Sophisticated and ever-evolving cyber weapons put national infrastructure, operating factories, power plants, and other industrial systems at risk, while incurring a high cost. According to the Ponemon Institute, the annualized cost of cyber crime in 2012 among a sample of 56 organizations ranged from $1.4 million to $46 million per company.
Cyber attacks have impacted a range of industries and many U.S. companies. Last year, Secretary of Defense Leon E. Panetta drew attention to several attacks on large U.S. financial institutions, focusing on a virus named Shamoon, which was responsible for the “largest destructive attack that the private sector has seen to date.”
Shamoon also infected computers in the Saudi Arabian state oil company Aramaco. That attack destroyed more than 30,000 computers. Soon afterward, there was a similar incident at RasGas of Qatar, another energy company.
Panetta announced that the Department of Homeland Security, the F.B.I., and U.S. intelligence agencies are increasing their efforts to shield the U.S. from cyber threats, and that the Department of Defense, with support from the National Security Agency, has developed the world’s most sophisticated system for detecting cyber attackers and intruders.

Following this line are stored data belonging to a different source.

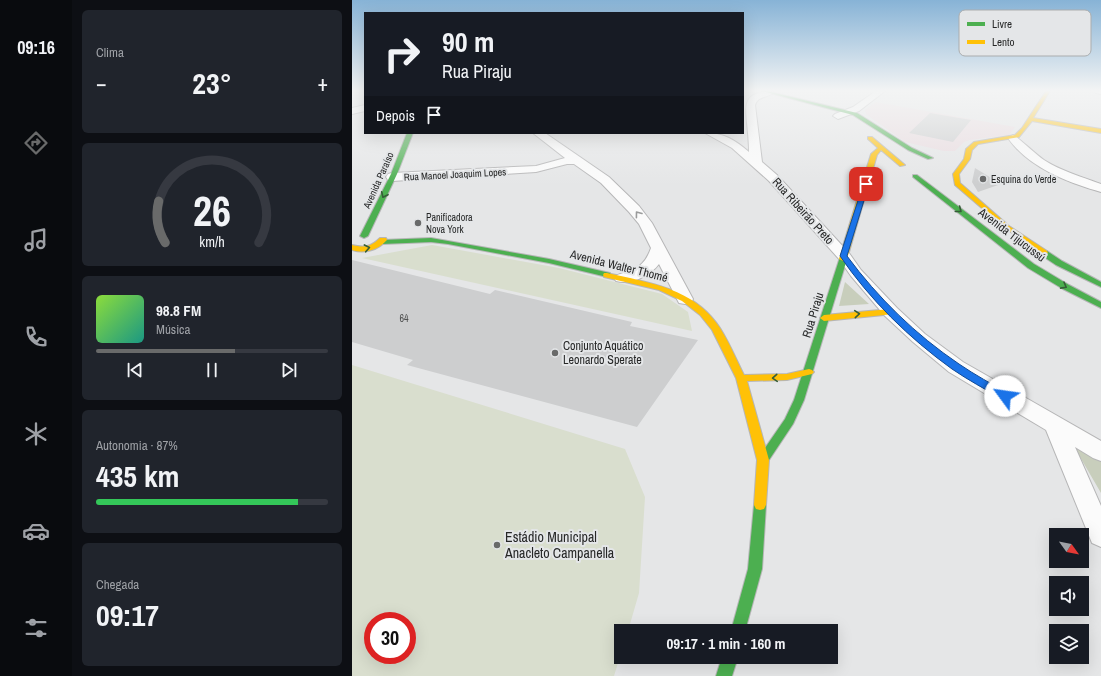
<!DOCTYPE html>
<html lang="pt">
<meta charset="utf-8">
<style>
:root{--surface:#171b24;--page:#20242c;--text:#f1f3f6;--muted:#9ea1a6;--line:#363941;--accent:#696a6a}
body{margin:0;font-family:"Archivo Narrow",sans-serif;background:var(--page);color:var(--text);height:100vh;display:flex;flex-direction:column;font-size:15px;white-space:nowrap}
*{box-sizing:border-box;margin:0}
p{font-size:13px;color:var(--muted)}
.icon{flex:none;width:22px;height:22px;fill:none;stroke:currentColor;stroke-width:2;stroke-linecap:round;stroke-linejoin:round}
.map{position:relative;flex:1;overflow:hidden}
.details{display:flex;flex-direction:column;gap:10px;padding:10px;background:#0d0f14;width:280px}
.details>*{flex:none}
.guide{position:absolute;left:12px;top:12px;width:380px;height:122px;border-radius:0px;box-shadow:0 4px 16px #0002;background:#171b24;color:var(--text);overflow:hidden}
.needle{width:26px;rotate:123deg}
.buttons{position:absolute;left:697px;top:528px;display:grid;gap:8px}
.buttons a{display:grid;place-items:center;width:40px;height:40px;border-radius:0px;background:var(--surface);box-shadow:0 4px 16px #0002;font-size:20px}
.speed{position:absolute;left:12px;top:612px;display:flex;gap:8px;font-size:20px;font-weight:700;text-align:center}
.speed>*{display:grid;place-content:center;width:52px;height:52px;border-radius:50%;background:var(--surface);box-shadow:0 4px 16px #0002;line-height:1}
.speed .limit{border:6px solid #d22;background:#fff;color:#111}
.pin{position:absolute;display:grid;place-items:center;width:34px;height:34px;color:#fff;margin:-17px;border-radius:8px;box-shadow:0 2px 6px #0006}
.me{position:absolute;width:44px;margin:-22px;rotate:301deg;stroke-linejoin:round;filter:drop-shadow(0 0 3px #0008)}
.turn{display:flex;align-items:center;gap:14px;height:84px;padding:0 12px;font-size:18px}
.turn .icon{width:52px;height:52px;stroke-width:2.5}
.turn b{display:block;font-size:28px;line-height:34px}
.then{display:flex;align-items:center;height:38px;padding:0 12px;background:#0003;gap:8px;font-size:15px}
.big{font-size:30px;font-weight:700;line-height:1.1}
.details .card{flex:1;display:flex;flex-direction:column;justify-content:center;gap:6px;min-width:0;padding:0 14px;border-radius:6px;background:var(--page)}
.details .dial{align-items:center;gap:0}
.dial svg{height:104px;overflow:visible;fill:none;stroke:var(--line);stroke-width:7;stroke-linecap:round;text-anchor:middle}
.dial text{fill:var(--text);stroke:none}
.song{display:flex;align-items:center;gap:12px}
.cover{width:48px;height:48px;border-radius:6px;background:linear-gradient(135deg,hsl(90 70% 55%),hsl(170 70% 35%))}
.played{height:4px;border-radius:2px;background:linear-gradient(90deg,var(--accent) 60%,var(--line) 60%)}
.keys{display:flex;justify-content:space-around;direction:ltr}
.heat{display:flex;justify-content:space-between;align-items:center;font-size:22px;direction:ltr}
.charge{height:6px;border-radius:3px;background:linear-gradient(90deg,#34c759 87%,var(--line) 0)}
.trip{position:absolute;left:262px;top:624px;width:224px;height:40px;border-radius:0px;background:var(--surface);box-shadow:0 4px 16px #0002;font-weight:700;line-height:40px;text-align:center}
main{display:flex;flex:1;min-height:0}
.menu{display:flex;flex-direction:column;width:72px;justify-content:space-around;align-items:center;background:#090b0e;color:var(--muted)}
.menu .icon{width:28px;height:28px}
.menu .active{color:var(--accent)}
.menu b{font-size:18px;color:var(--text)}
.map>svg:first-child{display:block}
.education{fill:#eadce0}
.green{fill:#d9dece;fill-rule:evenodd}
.forest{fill:#c8cebc}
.building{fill:#cdcecf}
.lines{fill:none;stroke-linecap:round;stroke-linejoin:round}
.street-casing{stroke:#b6b6b7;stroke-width:2}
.fast-casing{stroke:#b6b6b7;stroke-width:2}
.slow-casing{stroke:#b6b6b7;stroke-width:2}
.street{fill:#fbfbfb;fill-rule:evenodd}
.fast{fill:#4caf50;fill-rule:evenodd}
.slow{fill:#ffc107;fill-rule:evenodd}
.oneway{stroke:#355d37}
.oneway2{stroke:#9b9c9c}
.route{fill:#1a73e8;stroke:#114b97}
.poi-dot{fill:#696a6a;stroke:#e4e6e8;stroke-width:1.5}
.labels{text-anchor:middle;stroke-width:4;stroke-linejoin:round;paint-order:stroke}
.far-street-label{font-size:10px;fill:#262727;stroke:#e4e6e8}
.far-poi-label{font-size:10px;fill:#262727;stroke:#e4e6e8;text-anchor:start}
.number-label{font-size:10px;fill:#505151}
.street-label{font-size:12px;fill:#262727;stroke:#e4e6e8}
.poi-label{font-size:12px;fill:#262727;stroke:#e4e6e8;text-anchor:start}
.near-poi-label{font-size:14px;fill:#262727;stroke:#e4e6e8;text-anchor:start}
.key{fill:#e4e6e8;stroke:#abadae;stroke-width:1}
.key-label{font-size:11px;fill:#262727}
</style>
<main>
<nav class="menu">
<b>09:16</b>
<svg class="icon active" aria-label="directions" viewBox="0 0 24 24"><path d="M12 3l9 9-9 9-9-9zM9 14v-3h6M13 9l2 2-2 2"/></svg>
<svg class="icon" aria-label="music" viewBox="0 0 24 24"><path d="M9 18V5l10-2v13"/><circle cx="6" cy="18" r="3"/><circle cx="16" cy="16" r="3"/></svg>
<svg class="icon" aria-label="phone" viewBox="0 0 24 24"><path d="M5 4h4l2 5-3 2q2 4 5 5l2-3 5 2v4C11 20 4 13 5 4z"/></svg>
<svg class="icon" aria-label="climate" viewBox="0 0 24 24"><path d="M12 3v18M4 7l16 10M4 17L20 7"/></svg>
<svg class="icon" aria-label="car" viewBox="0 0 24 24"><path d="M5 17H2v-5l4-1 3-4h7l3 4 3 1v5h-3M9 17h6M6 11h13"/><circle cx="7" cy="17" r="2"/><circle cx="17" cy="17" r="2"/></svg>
<svg class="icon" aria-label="filters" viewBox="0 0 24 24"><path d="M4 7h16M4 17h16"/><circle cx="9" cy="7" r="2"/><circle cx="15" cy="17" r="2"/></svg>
</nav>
<section class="details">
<div class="card"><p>Clima</p>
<div class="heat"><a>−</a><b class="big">23°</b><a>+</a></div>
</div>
<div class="card dial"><svg viewBox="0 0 100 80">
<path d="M14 69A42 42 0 1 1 86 69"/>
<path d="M14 69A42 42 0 0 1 9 37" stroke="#696a6a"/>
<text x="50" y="56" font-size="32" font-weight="700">26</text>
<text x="50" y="72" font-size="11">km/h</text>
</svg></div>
<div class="card">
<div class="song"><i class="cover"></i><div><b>98.8 FM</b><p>Música</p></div></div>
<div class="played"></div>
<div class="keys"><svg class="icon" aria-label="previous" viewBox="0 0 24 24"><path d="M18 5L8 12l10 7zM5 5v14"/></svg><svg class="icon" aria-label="pause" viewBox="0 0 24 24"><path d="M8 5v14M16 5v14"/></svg><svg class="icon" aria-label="next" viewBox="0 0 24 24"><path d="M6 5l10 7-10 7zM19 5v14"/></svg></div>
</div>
<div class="card"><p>Autonomia · 87%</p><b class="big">435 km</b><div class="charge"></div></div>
<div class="card"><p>Chegada</p><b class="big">09:17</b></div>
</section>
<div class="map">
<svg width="749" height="676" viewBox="0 0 749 676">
<rect width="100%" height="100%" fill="#e5e6e7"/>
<path class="education" d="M524,102L663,127L657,135L618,140L612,142L603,151H592L553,142L514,114L513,110Z"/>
<path class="green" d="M80,245L207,268L310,294L336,312L340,331L10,258Z
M0,365L273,449L293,497L287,593L276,631H269V653L262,676H0ZM21,621H55V655H21Z"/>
<path class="forest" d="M493,282L517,304L487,306Z
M721,445L749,461V493Z"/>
<path class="building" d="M578,113L619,120L601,142L557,133Z
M623,168L649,184L626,192L620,182Z
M0,260L138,294L143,290L280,322L278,326L346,340L285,427L55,365L61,360L0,342Z"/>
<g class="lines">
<g class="street-casing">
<path id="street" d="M418,91L421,93C415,98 406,96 403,105L410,162L425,175L497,253L509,270L545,308L573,334L611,362L749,441V461L741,458L723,447L749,506V547L740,543L694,430L597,372L561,342L533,316L499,276L487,259L417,181L380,148L353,133C372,133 383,140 397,152C397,142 396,133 395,123C393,102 393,93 418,91Z
M524,91H533L507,111L486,119L481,116L483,114L501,107Z
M743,91H749V94L744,93Z
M13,105V111L0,114V108Z
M181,133H193L257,177L287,206L300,223L341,299L339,303L333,304L327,303L307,264C298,276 279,285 264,281L262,278C265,274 269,274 274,272C288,268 294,262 299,248L287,224L277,212L249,183L222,164H215L184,172L40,181L36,180L34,177L36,174L40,173L184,166L213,158Z
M661,135C665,136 684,155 692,160C709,171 730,177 749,184V192C716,183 676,167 656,138Z"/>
</g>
<g class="fast-casing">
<path id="fast" d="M410,91H415L505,113L560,148L581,158L576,159L556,150L501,115Z
M55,133H61L45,174L16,236L12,238L8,236L39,174Z
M561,175H565L682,264L717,285L749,302V308L711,289L676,268L561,177Z
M79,238L197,259L258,273L259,275L255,277L197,263L96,244L79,242L30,244L26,242L30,240Z
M689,251H695L710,261L749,282V287L704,265L689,255Z
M488,257H494L495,259L452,400L441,424L415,463L411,465L407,463L405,460L407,457L433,419L442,400Z
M408,500L412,501L414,505L410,569L393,631H379L396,569L402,505L404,501Z
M370,657H386L380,676H364Z"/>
</g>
<g class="slow-casing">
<path id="slow" d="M694,91H698L681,118L749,129V133L680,121L667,137L626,144L620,150L618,159L607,174L608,183L657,226L695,251L696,253L692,255L653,228L603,185L601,174L612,159L614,149L622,142L663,135L670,128Z
M516,137H520L553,165L548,166L529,150L525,155L495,259L491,261L487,259L519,154L526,148L516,139Z
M28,238H34L35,240C26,250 13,254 0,250V245C12,248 19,247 28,238Z
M252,273H255C298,283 342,288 368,328C377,342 384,359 392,375L435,374L457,369L460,370L462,372L460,374L435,380L395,381L417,460L414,505L412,509L408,510L404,509L402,505L405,460L384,378L360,330L348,315L330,301L307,290L252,277L251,275Z
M539,309L542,310L543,312L542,314L472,321L468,318L472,315Z"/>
</g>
<use href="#street" class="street"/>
<use href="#fast" class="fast"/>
<use href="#slow" class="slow"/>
</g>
<defs><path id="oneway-chevron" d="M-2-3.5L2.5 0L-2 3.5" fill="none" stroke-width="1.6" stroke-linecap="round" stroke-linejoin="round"/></defs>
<g class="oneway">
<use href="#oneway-chevron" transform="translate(32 195) rotate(115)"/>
<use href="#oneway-chevron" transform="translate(607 210) rotate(38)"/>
<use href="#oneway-chevron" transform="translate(15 248) rotate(-11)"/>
<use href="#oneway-chevron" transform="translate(712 286) rotate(29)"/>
<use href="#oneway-chevron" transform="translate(505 314) rotate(-5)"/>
<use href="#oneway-chevron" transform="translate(423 378) rotate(176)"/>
</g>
<use class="oneway2" href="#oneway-chevron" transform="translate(286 214) rotate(-127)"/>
<linearGradient id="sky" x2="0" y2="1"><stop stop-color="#87b3d6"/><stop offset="0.49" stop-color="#f3f4f4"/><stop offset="1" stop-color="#f3f4f4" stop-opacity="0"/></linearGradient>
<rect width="749" height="185" fill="url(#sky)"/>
<path class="route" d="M512,182L517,184L495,256C526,298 564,335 607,364C623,375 640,384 657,394L659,396L657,399H650C633,389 616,380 600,369C557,338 518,300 488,256Z"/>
<g class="poi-dot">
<circle cx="631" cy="179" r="4"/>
<circle cx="66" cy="223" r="4"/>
<circle cx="203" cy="353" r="4"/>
<circle cx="145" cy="545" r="4"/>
</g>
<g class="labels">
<g class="far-street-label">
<text transform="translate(103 174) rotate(-3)" y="4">Rua Manoel Joaquim Lopes</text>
<text transform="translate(26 180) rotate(-66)" y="4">Avenida Paraíso</text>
</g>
<g class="far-poi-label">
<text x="639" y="183">Esquina do Verde</text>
<text x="74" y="221">Panificadora<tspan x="74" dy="12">Nova York</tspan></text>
</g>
<g class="number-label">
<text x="52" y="322">64</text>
</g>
<g class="street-label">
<text transform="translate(451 211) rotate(48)" y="4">Rua Ribeirão Preto</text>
<text transform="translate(660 235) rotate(37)" y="4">Avenida Tijucussú</text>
<text transform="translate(267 266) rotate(14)" y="4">Avenida Walter Thomé</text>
<text transform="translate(461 315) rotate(-73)" y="4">Rua Piraju</text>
</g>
<g class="poi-label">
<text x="211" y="350">Conjunto Aquático<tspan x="211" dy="14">Leonardo Sperate</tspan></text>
</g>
<g class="near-poi-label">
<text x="153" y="542">Estádio Municipal<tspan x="153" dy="16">Anacleto Campanella</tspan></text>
</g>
</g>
<rect x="607" y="10" width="132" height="46" rx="6" class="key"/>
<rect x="615" y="22" width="18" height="4" fill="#4caf50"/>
<rect x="615" y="40" width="18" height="4" fill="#ffc107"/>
<g class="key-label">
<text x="640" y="28">Livre</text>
<text x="640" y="46">Lento</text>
</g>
</svg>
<div class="buttons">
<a><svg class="needle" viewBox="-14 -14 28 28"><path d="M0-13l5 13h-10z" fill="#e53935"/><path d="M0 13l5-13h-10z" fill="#9ea1a6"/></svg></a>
<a><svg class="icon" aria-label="sound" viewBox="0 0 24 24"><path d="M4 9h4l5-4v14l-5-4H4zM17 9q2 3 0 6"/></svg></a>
<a><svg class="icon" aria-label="layers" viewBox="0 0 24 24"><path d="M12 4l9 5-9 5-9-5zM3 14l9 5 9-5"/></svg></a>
</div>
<div class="speed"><div class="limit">30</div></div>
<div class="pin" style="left:514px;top:184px;background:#d93025"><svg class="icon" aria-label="arrive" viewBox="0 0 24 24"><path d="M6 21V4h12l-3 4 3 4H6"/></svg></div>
<svg class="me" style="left:653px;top:396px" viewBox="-20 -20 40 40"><circle r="19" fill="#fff"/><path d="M0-13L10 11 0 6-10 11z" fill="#1a73e8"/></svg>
<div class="trip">09:17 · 1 min · 160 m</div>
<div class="guide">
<div class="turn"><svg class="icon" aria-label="right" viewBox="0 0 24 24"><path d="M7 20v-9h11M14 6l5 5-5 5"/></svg><div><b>90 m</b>Rua Piraju</div></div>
<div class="then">Depois<svg class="icon" aria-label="arrive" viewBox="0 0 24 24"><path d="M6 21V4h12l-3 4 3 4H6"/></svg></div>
</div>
</div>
</main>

Yet he also warned about the damage that cyber weapons can cause across the nation, and explained the potential devastation of a major strike on U.S. businesses and infrastructure.
“We know that foreign cyber actors are probing America’s critical infrastructure networks. They are targeting the computer control systems that operate chemical, electricity, and water plants and those that guide transportation throughout this country,” Panetta said. “The collective result of these kinds of attacks could be a cyber Pearl Harbor; an attack that would cause physical destruction and the loss of life. In fact, it would paralyze and shock the nation and create a new, profound sense of vulnerability.”